How To Succeed With Your Lawn Care Business


The basics of running a lawn care business are fairly simple. They consist of finding customers, mowing lawns, billing customers, and collecting payment. These steps are so simple in fact that they attract a lot of would be entrepreneurs into the industry each and every day. Most anyone who gets a mowing business started feels that once they open their doors, in no time they should be able to make a lot of money. As we will see by exploring this topic further, it's never as easy as it looks.

To tell this story, let me go back a bit in time to share with you some history about my family's lawn care business. It got its start back in the early 1970's. My father had recently gotten laid off from his job at a local factory. There was an oil embargo going on at the time and gas prices had sky rocketed. Long lines became the norm at gas stations and people became more conservative with their purchases.

Even though my father no longer had a job, he had a growing family with plenty of mouths to feed. Being the practical man that he was, he looked around and thought about his options. He had a lawn mower and he had a pickup truck. He had grass that would not stop growing and so did his neighbors. With all that, a light bulb went off in his head and he decided that he would start his own lawn care business.

To get started, he knocked on the local neighbor doors. When someone would open to talk to him, he would explain his situation and ask if he could mow the home owner's lawn. Thankfully, more often than not, they would say yes and he would get started mowing right there on the spot.

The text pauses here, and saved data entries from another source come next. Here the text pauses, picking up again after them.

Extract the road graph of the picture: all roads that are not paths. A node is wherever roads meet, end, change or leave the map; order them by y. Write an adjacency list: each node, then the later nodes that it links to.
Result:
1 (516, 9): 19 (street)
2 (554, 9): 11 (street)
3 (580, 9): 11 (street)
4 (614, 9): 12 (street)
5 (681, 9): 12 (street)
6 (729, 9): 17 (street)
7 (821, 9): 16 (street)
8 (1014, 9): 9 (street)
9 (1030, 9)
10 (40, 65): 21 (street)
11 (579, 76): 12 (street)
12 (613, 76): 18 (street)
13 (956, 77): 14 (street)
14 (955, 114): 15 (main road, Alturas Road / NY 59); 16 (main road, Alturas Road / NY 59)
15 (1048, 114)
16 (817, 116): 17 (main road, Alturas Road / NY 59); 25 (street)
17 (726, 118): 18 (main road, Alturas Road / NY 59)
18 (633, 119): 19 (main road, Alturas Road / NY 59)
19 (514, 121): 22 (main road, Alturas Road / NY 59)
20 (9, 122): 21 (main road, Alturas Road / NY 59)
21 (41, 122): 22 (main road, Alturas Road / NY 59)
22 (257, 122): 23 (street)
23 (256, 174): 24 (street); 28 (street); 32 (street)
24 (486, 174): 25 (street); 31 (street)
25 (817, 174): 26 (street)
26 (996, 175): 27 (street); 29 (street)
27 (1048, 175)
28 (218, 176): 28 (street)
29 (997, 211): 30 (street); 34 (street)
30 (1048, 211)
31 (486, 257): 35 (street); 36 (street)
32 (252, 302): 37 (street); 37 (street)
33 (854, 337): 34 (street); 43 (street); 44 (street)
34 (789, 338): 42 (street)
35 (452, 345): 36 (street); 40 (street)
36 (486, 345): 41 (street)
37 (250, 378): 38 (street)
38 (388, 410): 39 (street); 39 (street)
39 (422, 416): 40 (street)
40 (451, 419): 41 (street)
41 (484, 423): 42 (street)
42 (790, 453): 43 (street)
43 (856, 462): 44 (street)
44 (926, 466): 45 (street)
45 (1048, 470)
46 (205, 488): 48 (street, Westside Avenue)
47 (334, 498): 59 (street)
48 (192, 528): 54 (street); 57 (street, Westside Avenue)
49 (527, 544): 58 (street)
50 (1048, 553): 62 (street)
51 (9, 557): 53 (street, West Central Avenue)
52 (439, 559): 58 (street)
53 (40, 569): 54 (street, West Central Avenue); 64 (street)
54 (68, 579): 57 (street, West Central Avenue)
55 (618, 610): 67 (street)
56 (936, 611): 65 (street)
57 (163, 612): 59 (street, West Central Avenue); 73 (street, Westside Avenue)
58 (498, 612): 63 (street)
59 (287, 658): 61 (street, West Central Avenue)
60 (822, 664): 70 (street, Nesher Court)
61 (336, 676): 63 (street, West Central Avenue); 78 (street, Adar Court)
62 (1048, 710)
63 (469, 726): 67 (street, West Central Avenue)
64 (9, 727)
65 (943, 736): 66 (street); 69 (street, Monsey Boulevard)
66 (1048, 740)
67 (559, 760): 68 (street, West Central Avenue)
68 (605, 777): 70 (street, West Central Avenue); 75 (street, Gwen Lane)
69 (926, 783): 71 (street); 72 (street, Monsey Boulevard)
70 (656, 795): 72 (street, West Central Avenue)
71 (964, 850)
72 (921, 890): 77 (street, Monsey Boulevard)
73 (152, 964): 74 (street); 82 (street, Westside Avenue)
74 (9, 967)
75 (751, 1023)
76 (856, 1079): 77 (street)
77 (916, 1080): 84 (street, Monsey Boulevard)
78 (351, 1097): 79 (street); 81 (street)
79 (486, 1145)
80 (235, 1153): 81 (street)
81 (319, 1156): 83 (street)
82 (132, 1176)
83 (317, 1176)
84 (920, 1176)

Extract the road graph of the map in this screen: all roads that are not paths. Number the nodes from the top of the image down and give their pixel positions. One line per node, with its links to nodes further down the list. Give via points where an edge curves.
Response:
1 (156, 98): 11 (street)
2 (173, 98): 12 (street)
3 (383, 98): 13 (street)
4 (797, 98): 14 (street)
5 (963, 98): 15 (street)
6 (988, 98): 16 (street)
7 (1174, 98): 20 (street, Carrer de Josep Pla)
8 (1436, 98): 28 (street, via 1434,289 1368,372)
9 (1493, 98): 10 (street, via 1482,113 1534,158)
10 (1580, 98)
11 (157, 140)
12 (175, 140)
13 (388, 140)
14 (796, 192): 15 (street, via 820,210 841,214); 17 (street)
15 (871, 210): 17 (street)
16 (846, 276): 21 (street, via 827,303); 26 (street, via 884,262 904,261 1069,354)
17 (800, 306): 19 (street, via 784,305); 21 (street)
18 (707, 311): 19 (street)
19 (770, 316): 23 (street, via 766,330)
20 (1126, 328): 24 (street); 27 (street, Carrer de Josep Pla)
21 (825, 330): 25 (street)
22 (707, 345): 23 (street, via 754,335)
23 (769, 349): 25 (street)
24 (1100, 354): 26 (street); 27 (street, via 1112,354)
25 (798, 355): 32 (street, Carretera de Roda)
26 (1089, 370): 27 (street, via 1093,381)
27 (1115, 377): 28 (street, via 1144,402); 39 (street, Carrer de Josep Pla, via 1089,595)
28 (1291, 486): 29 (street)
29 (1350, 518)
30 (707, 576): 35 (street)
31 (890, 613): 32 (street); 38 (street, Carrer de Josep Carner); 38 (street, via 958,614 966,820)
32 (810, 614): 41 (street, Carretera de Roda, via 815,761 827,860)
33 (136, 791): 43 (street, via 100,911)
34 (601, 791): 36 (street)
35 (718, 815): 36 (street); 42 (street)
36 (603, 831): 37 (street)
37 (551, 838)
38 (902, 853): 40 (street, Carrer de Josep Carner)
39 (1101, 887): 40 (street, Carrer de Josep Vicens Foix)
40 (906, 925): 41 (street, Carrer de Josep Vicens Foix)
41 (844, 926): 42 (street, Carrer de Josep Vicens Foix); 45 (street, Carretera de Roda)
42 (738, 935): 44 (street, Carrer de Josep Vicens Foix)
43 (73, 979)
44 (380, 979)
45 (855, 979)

One time mowings, would turn into bi-weekly mowings. Bi-weekly mowings would turn into weekly mowings. Soon enough, he had more customers than he could handle by himself and with that, more family members were brought into the business as employees. From an early age, my father was adamant about two key points that he felt would allow him to grow. Customer services, he felt, was all important, followed by his feelings on the importance of re-investing his earnings back into his own business.

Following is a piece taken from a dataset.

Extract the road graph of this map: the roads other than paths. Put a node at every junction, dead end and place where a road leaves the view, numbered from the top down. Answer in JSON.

Each and every landscape employee who was brought on was told of the importance of customer service. The customer was to be made happy through our services. If an impasse were to come along, the employee was then instructed to put themselves in the customer's shoes and to find how to resolve the issue. What ever was needed to do in order to make the customer happy was done. Happy customers brought us more happy customers and we all saw the importance of word of mouth.

My father would say, if you have a street with one customer on it, you need to make them happy and get them to talk to their neighbors. Then you will get more customers on the same block. With more customers on the same block would come better profits because you didn't have to travel far to get from one customer to the next. The reverse was also true. If you had one unhappy customer on a street, you needed to act fast in order to appease them before they told other neighbors about their displeasing experience with you. If you didn't, you may soon lose everyone on that block.

Many new competitors would come and go throughout the years. Each spring a new group of businesses would start and spend a lot of money on fancy lawn care marketing in hopes of stealing our customer base. But a happy customer will not leave you just because of some full color brochure. A happy customer will stay with you for a long long time. This is a simple business fact I learned a long time ago that still helps our business to stay strong and continue onwards. It's also point that most other start up business owners fail to see or even realize.

Keep your lawn care customers happy. When a problem arises, ask them what is wrong and get to the root of the problem. Correct the problem before it spreads. A happy customer will spread the word about your business and help you keep your marketing costs to a minimum. Keeping those costs to a minimum will give you a stealth advantage your competitors will never see. When they can't see it, they can't go after it and will soon find themselves out of business.